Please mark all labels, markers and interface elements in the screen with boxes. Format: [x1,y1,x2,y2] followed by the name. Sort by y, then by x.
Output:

.....

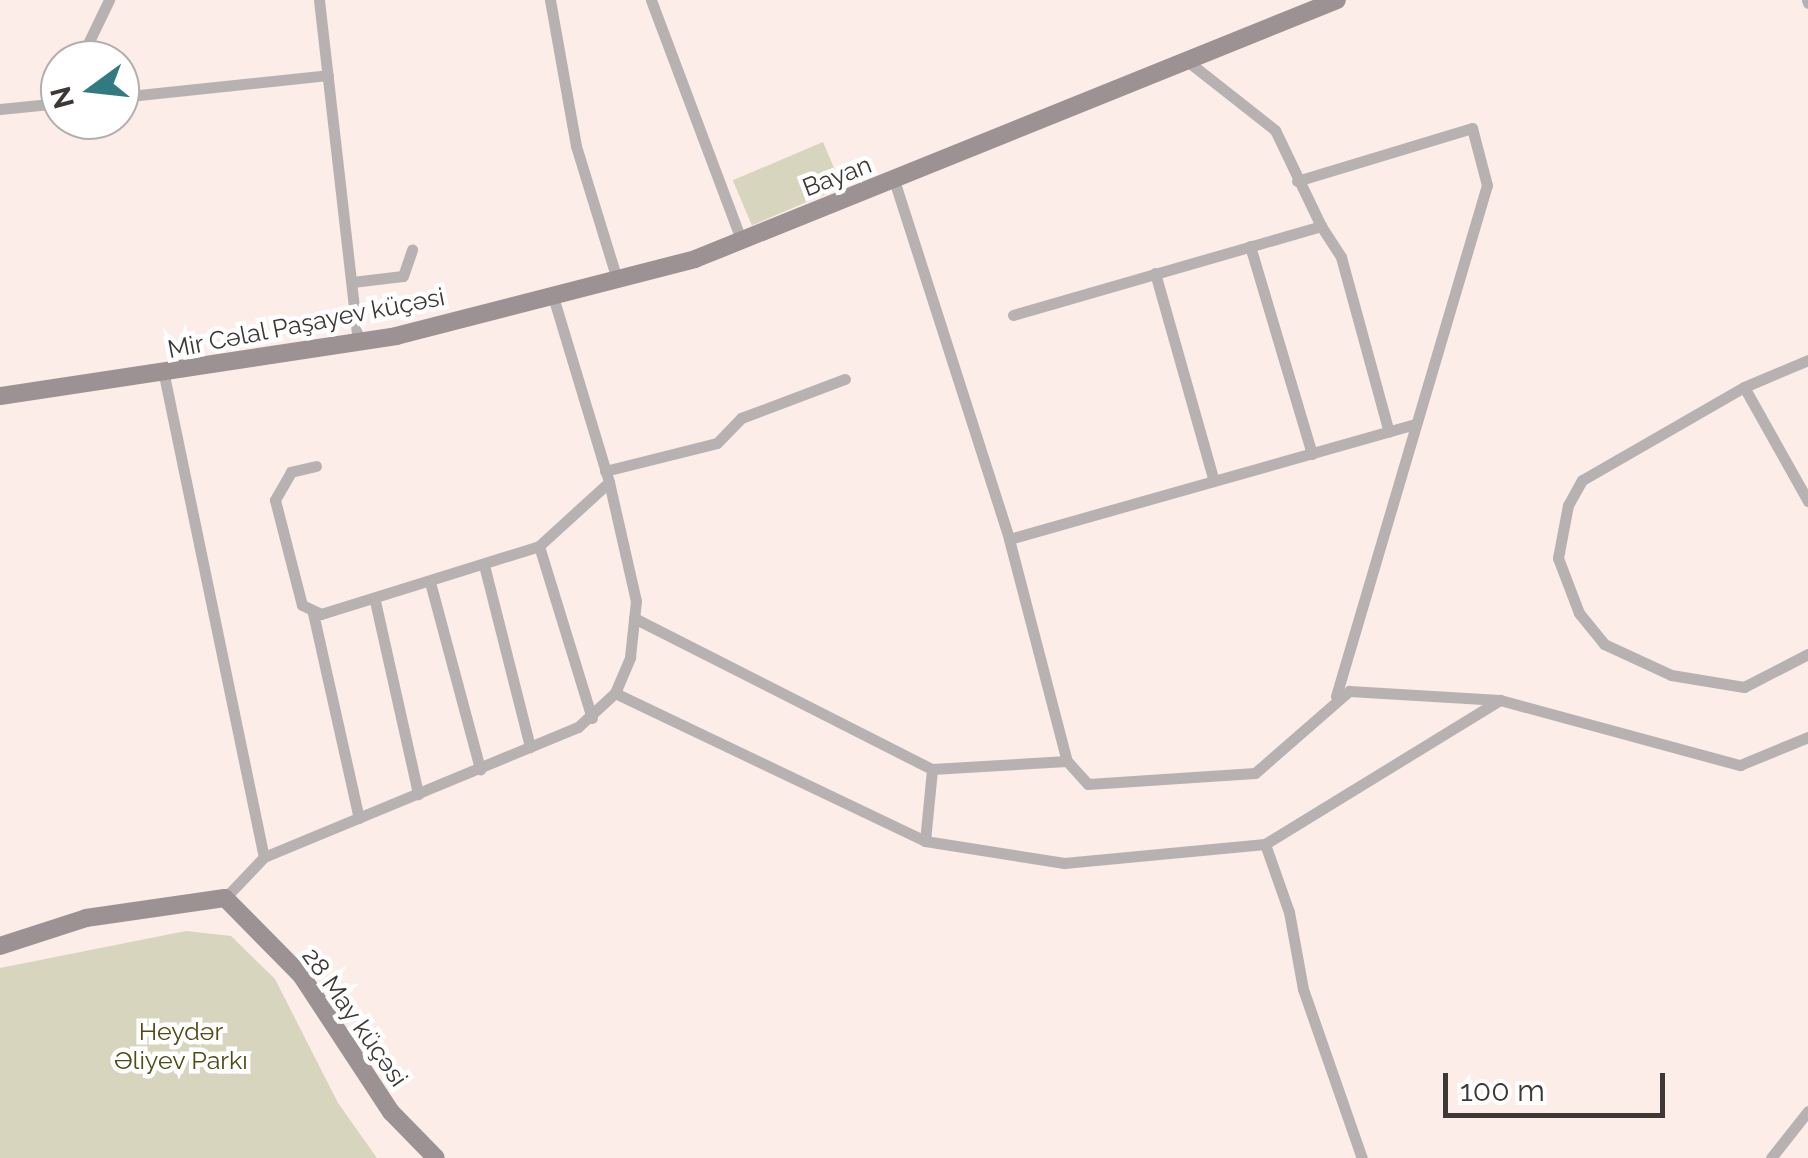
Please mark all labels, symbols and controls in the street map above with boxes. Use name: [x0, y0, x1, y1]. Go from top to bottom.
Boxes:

.....

Aim of the exercise:
Which lines of the data above contain "name"? Copy each one.

Answer space:
Please mark all labels, markers and interface elements in the screen with boxes. Format: [x1,y1,x2,y2] followed by the name. Sort by y, then by x.
Please mark all labels, symbols and controls in the street map above with boxes. Use name: [x0, y0, x1, y1]. Go from top to bottom.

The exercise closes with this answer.